Technically an automobile. But the “500” refers to its engine displacement. In cubic
centimeters.
Which isn’t all that impressive for a motorcycle, much less a two-door sedan. Seriously, whenever I see one of these at a stoplight in Italy, I always expect a bunch of midget
pagliacci
to clamber out and run all around the intersection, whacking each other with
sfilatini.
Although I am fantastic at riding them, and could probably do a wheelie for about a mile if I wanted to, my only real interest in motorcycles concerns the sidecar. Which is a cocktail.
I realize that an elephant is an animal. But I think it’s perfectly reasonable to include elephants in a section about vehicles because I also realize that I’ve seen about a thousand skinny little brown dudes
riding around on
about a thousand elephants.
And no, genius, obviously not all at once.

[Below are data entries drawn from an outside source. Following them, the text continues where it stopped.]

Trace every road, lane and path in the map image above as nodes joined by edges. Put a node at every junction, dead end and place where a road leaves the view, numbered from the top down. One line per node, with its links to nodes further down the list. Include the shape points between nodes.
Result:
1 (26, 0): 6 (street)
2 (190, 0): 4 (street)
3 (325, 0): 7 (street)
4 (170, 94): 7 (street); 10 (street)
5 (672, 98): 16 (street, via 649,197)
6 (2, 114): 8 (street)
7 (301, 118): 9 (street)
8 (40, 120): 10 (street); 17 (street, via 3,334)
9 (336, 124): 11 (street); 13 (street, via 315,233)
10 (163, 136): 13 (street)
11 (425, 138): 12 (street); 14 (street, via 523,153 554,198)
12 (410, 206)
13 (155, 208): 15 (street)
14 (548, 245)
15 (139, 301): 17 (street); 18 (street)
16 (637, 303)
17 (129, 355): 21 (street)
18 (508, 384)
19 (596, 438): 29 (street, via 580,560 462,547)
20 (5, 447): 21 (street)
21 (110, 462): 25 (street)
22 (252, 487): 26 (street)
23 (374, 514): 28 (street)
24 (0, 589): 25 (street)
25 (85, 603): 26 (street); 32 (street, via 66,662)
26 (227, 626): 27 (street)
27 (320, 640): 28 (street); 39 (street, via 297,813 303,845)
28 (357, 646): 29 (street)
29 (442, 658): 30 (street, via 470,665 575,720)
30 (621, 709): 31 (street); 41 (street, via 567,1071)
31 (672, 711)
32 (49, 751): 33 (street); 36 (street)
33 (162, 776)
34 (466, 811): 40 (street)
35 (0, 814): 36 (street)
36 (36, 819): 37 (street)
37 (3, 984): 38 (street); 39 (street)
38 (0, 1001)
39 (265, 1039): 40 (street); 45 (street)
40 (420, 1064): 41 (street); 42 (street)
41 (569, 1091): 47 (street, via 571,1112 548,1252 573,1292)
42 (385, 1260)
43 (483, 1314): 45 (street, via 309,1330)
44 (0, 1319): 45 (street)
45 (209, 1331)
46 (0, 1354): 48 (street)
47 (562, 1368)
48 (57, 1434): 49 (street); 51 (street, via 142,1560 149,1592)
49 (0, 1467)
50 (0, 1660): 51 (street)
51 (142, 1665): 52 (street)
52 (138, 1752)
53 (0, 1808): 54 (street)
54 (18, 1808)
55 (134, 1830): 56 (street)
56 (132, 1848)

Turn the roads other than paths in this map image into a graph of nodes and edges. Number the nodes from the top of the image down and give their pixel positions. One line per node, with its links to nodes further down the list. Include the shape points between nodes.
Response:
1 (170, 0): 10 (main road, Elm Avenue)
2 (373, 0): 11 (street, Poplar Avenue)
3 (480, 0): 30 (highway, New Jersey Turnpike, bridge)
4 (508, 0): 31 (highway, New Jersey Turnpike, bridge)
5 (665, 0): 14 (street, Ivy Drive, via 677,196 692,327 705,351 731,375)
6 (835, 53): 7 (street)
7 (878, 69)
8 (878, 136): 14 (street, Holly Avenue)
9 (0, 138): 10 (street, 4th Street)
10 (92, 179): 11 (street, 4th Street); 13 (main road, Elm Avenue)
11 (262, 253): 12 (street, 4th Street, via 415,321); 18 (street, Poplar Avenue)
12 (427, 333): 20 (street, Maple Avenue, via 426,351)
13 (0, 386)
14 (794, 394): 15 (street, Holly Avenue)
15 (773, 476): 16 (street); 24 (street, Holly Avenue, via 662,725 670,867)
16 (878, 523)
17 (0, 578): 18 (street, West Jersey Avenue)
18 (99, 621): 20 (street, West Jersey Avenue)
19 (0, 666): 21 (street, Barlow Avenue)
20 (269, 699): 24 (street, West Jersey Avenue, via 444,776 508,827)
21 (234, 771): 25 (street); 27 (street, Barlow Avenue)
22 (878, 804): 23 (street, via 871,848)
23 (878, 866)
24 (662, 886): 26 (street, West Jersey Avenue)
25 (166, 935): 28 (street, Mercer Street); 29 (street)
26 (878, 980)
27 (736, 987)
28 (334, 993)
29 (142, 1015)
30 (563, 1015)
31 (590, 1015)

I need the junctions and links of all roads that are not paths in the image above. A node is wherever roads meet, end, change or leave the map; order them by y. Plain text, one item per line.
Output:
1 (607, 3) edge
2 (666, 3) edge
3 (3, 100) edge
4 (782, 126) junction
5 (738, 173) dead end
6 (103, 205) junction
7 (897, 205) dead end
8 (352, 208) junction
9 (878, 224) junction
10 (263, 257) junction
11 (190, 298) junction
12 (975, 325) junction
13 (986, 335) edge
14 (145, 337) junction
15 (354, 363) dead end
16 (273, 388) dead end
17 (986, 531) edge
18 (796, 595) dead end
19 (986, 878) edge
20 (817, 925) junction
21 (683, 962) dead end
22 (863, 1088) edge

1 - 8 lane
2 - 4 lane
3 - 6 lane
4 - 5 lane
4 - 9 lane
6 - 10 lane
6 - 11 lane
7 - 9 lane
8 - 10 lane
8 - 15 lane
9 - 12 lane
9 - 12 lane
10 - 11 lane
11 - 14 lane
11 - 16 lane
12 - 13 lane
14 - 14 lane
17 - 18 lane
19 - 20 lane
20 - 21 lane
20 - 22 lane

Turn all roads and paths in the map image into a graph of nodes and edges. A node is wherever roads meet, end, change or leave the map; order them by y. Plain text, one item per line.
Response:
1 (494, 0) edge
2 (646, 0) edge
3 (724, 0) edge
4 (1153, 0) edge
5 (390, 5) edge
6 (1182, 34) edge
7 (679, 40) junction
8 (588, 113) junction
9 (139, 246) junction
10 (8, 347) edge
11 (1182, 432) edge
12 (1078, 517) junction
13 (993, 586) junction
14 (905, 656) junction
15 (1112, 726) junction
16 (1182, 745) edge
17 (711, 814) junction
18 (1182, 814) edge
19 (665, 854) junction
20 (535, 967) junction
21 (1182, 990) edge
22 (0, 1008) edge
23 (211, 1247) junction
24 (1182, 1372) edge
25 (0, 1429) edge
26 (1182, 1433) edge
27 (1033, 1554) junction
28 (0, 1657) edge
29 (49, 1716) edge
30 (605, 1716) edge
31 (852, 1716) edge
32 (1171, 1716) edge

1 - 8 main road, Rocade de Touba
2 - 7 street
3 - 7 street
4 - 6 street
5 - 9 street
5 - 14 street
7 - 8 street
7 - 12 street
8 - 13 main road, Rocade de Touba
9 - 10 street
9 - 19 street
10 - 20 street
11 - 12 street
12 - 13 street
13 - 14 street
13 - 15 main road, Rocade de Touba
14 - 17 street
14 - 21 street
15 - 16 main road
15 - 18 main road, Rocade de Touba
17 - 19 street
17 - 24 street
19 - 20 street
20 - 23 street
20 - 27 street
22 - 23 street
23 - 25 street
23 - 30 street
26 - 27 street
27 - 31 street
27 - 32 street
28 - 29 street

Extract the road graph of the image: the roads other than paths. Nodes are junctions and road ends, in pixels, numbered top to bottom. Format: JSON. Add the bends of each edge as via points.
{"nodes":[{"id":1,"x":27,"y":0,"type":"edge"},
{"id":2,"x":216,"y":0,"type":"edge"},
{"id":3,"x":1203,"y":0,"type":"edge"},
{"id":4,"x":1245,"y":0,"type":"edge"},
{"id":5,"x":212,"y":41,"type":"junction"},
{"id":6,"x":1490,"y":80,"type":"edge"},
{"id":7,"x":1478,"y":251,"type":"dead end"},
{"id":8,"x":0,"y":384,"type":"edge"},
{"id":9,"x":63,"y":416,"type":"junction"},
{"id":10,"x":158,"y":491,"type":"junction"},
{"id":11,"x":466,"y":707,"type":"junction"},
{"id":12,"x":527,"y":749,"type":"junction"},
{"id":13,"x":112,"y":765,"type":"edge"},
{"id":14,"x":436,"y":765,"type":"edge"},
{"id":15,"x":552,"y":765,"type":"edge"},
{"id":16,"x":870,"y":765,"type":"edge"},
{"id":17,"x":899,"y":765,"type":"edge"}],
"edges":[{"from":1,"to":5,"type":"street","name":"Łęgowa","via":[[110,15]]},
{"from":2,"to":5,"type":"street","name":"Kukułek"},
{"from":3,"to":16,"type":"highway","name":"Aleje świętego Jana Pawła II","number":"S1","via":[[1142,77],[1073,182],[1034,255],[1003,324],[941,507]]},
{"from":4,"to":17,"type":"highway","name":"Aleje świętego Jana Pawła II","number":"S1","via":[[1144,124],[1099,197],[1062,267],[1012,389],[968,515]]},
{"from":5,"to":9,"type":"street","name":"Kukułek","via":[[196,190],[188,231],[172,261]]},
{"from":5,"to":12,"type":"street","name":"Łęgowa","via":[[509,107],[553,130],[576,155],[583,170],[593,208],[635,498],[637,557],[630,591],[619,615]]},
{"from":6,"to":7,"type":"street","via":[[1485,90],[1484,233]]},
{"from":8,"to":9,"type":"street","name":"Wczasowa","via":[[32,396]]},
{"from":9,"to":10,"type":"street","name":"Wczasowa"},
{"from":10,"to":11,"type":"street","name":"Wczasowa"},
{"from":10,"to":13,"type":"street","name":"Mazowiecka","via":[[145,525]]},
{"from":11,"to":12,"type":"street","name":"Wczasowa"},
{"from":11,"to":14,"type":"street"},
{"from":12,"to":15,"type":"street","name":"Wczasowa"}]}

Because that would mean I’m a handsome Roman centurion, gaping at Hannibal and the endless horde of elephant-riding Moors he’s waltzing through the gap in the Pyrenees that I was supposed to be in charge of defending. And also wishing that I wore a tunic, like all the other centurions, because I just shit my pants.
Also: Indian elephants (the ones you can ride) have ears shaped like India. African elephants (the ones you most certainly
cannot
ride) have ears shaped like Africa.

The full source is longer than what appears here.